I already let him know that I want him to stay in the house and that I will get a place for myself and little ones...so should I just go through with it?

I worry that if I sign the paperwork before telling him, it might rock the boat and things have been going so smoothly so far.

What do you think?

Barbara52 12-29-2008 12:07 PM

Why do you need to tell him anything? You are taking the actions you want to take for yourself and your kids. You don't need his approval, permission or whatever. Just do it. You are under no obligation to explain step by step to him what is going on in your life.

ToughChoices 12-29-2008 12:07 PM

What would telling him accomplish?
Is there something he could say that would change your mind?

He's probably going to be upset (at least a little) about the big-changeroo one way or the other. What's the easiest thing for you to do?

-TC

GiveLove 12-29-2008 12:17 PM

This is something you've thought long and hard about, tiredlady, and you're doing it for YOU - your happiness, your health. I don't see that telling him beforehand accomplishes anything but stirs up another hornet's nest of drama.

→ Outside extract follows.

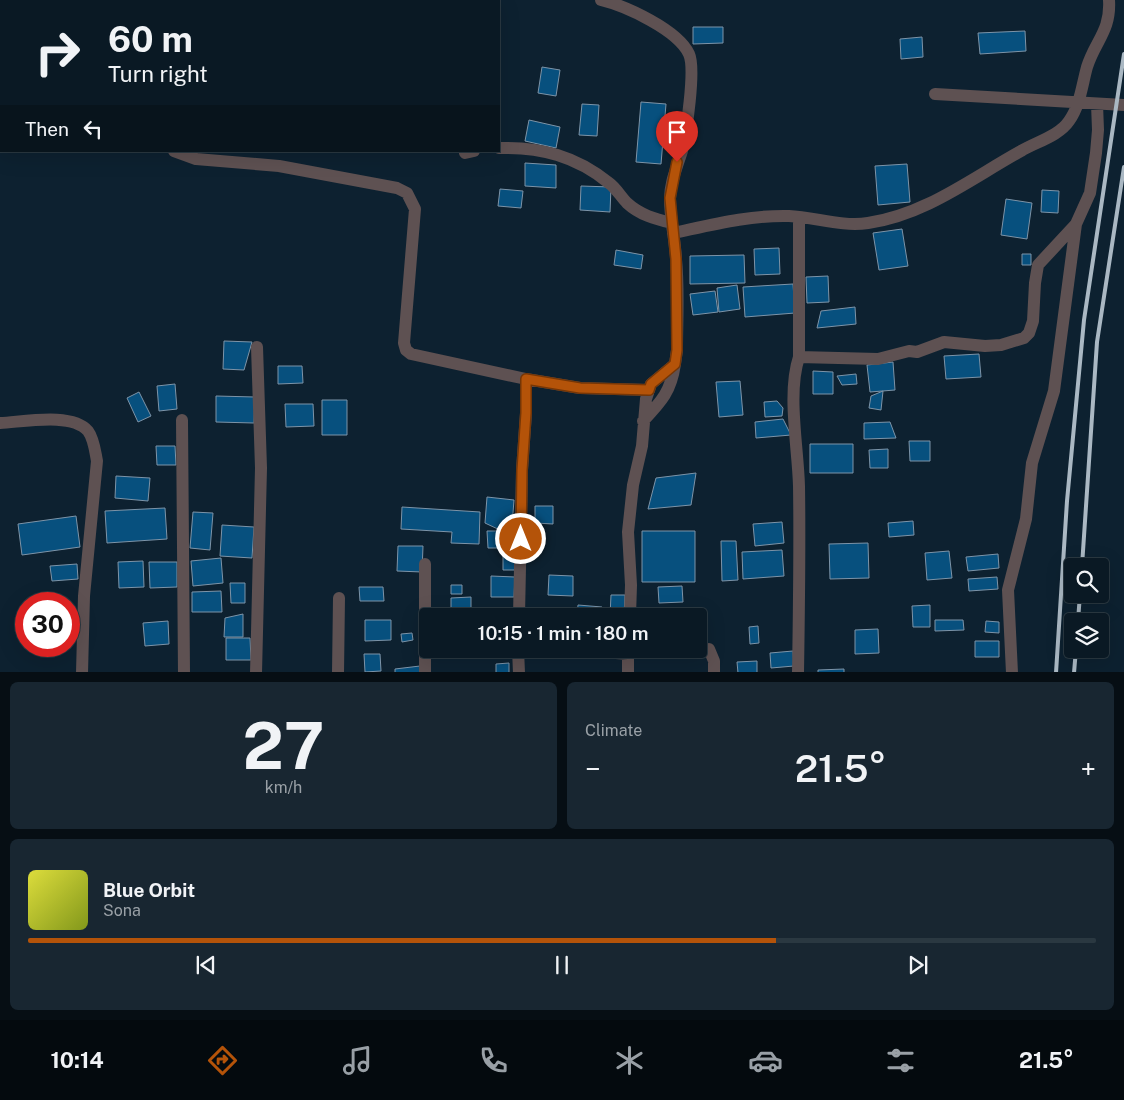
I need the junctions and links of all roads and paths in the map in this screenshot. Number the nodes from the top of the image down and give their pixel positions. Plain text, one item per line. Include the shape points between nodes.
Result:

Just curious: Why do YOU think you should tell him? What are you hoping his reaction would be? These are things I always ask myself.

You are not dying nor flying to Neptune - you are simply taking up another dwelling, something you feel is best for you. It is only as permanent as you wish it to be.

tiredlady2006 12-29-2008 12:21 PM

You're right. I don't know why I would be telling him first. I already told him the other day that I was going to look at places and that I had found one I like. So why would I beat a dead horse? I'm just getting anxiety over everything, which is typical of what I do. Stress stress stress.

GiveLove 12-29-2008 12:34 PM

Deep breath, now :D
Old habits are hard to break.

Freedom1990 12-29-2008 12:41 PM

It does take time and work to undo old behaviors and attitudes. I too would stress over everything.

I think a combination of getting older, and working on those behaviors/attitudes have finally gotten me to a point that 99% of the crap in my life isn't worth taking up space in my head.

Things will work out the way they are supposed to, I sure can't please everyone all the time, and my primary focus today is on me and my recovery. :)

:ghug :ghug

embraced2000 12-29-2008 12:56 PM

not much i can add to what others have said.....you have thought it out, made the decision, and found an apt. from here on out, you are your own woman.

i understand exactly why you feel the need to discuss it with him......old habits like givelove said. i always felt like i should keep xah informed but it was so futile....can't reason with the unreasonable. it was always like trying to talk with a tantruming child trying to get their own way.

good for you, tiredlady. pretty soon, you'll have to change your name to "superlady"

hugs to you and just keep marching forward.

tiredlady2006 12-29-2008 01:25 PM

haha thanks embraced2000! I don't know about superlady but I'm trying to be strong here. I come to work and seem like this "put together" person. I own my own company and have 10 employees...but go home to a mess. Most of the time I want to curl up and give up, but somehow this week I had the strength in me to pull this off. You know when it comes from somewhere else, you have to listen.

The best part about it, he's really trying to convince me that he doesn't have a drinking problem and that I made him think I was O.K. with it. I ignored it because what was the point in fighting about it.

ugh, I go in waves of feeling good and then feeling terrible.

embraced2000 12-29-2008 01:30 PM

i know, i know.....those damned ole waves of emotion. catch a good wave and take a baby step while your at it.

when the wave of yuck happens, just let yourself feel it, but take no actions on it.

tiredlady2006 12-29-2008 01:56 PM

good advice. I am taking my step son out to eat tonight and he is so upset, which makes me want to change my mind... but I can't!